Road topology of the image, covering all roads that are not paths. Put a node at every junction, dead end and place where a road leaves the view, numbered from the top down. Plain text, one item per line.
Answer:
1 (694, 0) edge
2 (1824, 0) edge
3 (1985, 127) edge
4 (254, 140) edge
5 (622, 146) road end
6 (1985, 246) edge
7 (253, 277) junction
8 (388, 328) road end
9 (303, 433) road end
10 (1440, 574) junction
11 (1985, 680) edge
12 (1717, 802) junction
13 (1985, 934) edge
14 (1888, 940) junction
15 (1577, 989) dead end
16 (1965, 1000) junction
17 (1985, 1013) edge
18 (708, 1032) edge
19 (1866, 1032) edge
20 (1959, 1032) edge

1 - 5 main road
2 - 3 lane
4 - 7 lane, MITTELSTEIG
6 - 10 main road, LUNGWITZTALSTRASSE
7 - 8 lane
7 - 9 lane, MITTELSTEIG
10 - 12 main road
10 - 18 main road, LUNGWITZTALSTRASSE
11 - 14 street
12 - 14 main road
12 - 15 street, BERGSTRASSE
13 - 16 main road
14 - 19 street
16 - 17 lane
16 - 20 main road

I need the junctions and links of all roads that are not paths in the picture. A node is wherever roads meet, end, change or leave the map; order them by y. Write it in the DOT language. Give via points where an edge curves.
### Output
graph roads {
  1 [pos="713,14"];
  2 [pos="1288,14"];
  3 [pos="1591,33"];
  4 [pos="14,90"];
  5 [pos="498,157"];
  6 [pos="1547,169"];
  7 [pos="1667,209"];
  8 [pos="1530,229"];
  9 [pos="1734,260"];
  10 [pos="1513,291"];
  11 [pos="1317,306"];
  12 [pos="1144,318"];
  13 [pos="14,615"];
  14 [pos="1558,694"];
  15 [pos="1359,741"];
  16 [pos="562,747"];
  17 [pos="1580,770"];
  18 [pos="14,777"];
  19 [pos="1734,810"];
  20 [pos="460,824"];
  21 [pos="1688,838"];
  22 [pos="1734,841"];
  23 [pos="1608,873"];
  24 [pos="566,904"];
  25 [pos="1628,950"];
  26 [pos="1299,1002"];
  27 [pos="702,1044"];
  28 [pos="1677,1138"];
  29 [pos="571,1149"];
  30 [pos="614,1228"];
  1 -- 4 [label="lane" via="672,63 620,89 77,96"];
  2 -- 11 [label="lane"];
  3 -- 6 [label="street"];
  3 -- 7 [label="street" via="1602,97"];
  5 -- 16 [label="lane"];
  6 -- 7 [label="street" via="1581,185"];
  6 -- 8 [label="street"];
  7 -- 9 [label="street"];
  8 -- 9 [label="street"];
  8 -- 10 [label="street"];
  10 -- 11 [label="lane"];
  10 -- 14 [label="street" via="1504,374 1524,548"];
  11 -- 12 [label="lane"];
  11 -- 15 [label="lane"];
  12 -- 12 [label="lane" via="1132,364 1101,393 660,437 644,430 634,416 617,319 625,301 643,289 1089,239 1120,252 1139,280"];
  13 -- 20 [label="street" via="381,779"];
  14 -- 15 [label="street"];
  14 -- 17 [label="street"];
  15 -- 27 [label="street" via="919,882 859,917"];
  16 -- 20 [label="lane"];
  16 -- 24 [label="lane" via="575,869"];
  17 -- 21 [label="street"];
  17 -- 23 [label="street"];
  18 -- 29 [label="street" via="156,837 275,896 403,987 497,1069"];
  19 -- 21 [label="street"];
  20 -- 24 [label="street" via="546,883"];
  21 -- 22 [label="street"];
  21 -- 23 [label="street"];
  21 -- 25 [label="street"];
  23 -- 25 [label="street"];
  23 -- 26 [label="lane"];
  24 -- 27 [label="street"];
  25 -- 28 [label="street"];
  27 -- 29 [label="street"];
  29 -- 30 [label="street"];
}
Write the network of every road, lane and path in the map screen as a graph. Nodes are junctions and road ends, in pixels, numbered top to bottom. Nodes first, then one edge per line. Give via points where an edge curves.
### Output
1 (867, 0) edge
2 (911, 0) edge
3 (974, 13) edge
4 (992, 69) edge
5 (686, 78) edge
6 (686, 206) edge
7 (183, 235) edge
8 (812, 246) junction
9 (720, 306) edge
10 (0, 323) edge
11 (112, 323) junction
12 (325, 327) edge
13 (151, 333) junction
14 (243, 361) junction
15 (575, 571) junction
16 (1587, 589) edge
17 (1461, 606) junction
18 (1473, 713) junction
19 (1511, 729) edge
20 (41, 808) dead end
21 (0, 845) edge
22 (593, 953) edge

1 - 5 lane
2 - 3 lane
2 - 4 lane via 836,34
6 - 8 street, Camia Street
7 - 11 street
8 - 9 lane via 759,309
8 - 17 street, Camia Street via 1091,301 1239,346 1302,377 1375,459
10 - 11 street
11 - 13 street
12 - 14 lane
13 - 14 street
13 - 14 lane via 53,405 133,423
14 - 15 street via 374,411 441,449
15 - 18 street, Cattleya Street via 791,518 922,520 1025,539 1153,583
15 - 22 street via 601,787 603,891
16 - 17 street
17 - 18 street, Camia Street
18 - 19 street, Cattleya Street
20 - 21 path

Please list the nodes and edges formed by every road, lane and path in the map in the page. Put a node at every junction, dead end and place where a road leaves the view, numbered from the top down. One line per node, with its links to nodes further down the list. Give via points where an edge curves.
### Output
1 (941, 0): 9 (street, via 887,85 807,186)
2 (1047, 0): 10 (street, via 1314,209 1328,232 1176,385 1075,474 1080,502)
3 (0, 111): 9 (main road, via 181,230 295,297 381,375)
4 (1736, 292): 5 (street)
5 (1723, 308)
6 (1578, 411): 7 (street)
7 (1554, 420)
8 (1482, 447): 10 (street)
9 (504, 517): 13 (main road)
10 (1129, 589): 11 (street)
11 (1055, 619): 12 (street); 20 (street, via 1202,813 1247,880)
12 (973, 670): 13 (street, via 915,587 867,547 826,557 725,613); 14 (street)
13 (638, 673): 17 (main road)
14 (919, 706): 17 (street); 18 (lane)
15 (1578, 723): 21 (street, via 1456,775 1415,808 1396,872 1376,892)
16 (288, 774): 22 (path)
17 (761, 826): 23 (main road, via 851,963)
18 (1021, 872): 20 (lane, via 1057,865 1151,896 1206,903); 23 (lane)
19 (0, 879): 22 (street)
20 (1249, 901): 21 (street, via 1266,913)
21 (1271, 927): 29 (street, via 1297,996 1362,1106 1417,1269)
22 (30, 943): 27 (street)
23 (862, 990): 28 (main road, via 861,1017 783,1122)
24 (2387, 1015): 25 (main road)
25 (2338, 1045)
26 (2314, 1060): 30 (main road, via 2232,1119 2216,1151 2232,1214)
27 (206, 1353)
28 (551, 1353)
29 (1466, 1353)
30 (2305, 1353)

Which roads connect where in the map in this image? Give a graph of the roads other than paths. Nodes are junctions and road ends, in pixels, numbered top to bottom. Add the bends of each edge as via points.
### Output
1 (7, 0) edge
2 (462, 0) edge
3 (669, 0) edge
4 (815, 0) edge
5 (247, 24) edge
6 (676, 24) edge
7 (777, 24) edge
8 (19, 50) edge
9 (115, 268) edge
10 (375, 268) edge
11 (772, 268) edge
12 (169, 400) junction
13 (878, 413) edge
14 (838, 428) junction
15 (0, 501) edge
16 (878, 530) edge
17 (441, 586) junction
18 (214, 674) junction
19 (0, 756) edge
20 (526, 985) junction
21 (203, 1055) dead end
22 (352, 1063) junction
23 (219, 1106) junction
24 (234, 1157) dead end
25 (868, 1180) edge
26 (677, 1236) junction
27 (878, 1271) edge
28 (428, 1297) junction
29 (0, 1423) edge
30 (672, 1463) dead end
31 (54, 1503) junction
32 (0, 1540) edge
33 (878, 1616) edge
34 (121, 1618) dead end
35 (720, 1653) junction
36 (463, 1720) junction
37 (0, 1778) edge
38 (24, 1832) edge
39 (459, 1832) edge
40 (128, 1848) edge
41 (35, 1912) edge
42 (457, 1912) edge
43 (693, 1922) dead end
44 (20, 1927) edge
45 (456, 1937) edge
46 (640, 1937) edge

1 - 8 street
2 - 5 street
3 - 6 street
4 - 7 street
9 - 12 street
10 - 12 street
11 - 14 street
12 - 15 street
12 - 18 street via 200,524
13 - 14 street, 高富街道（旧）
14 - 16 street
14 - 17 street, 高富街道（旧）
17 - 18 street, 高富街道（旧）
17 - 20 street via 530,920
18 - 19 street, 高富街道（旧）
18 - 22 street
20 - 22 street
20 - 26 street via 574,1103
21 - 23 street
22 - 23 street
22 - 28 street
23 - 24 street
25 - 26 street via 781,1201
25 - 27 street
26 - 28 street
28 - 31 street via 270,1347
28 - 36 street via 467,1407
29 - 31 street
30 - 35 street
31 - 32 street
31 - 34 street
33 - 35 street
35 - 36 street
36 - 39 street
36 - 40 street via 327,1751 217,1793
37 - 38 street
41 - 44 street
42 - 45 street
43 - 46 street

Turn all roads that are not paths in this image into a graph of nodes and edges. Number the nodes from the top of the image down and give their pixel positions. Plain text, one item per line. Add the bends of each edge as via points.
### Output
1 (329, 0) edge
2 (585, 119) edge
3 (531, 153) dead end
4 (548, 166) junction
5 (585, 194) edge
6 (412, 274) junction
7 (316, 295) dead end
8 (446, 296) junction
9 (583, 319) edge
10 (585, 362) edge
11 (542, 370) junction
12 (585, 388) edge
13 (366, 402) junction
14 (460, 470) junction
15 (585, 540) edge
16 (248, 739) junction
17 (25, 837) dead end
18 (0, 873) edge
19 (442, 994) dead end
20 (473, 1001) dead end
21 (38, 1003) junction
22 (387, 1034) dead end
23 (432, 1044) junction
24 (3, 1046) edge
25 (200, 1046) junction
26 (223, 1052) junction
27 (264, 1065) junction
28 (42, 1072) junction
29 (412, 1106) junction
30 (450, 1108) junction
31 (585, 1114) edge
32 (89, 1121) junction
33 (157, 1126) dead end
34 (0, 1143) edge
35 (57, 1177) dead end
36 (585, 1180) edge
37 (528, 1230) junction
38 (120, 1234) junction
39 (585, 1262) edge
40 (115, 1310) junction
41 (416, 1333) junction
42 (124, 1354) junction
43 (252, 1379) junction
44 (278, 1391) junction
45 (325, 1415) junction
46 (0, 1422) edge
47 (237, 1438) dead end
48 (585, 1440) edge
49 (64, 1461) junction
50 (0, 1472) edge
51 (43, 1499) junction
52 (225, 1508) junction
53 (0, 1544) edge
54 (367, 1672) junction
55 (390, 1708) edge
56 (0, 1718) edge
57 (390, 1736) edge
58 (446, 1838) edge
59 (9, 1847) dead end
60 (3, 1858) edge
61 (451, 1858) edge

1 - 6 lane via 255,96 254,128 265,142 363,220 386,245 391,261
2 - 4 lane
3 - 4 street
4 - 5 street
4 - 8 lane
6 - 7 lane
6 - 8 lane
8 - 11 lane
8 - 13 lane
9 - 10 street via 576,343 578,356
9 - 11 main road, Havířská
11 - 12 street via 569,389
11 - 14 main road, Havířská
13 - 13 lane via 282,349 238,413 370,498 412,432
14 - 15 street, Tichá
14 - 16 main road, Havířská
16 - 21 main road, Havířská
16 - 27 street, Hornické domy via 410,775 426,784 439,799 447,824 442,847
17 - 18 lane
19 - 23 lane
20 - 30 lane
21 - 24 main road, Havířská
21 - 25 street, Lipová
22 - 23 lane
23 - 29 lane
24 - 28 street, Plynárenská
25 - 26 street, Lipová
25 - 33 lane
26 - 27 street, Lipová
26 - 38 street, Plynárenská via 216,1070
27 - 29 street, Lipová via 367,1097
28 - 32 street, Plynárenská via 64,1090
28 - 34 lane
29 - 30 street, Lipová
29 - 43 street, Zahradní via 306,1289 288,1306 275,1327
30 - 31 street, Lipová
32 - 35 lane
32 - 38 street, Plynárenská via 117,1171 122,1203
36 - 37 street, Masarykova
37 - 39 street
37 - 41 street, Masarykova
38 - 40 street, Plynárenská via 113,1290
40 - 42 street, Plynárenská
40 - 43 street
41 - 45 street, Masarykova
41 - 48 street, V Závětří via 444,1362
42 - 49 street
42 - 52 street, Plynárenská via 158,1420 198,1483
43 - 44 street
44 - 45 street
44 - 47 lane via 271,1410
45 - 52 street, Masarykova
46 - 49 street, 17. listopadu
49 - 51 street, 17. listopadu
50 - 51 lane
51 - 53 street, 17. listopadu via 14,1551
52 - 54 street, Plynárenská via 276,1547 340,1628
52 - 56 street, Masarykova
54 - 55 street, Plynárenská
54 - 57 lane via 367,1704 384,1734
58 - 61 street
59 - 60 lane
============
* _REQUIREMENT_
Scan the records above for the word "paths". Show each line in which it appears.

* _ANSWER SPACE_
Road topology of the image, covering all roads that are not paths. Put a node at every junction, dead end and place where a road leaves the view, numbered from the top down. Plain text, one item per line.
I need the junctions and links of all roads that are not paths in the picture. A node is wherever roads meet, end, change or leave the map; order them by y. Write it in the DOT language. Give via points where an edge curves.
Which roads connect where in the map in this image? Give a graph of the roads other than paths. Nodes are junctions and road ends, in pixels, numbered top to bottom. Add the bends of each edge as via points.
Turn all roads that are not paths in this image into a graph of nodes and edges. Number the nodes from the top of the image down and give their pixel positions. Plain text, one item per line. Add the bends of each edge as via points.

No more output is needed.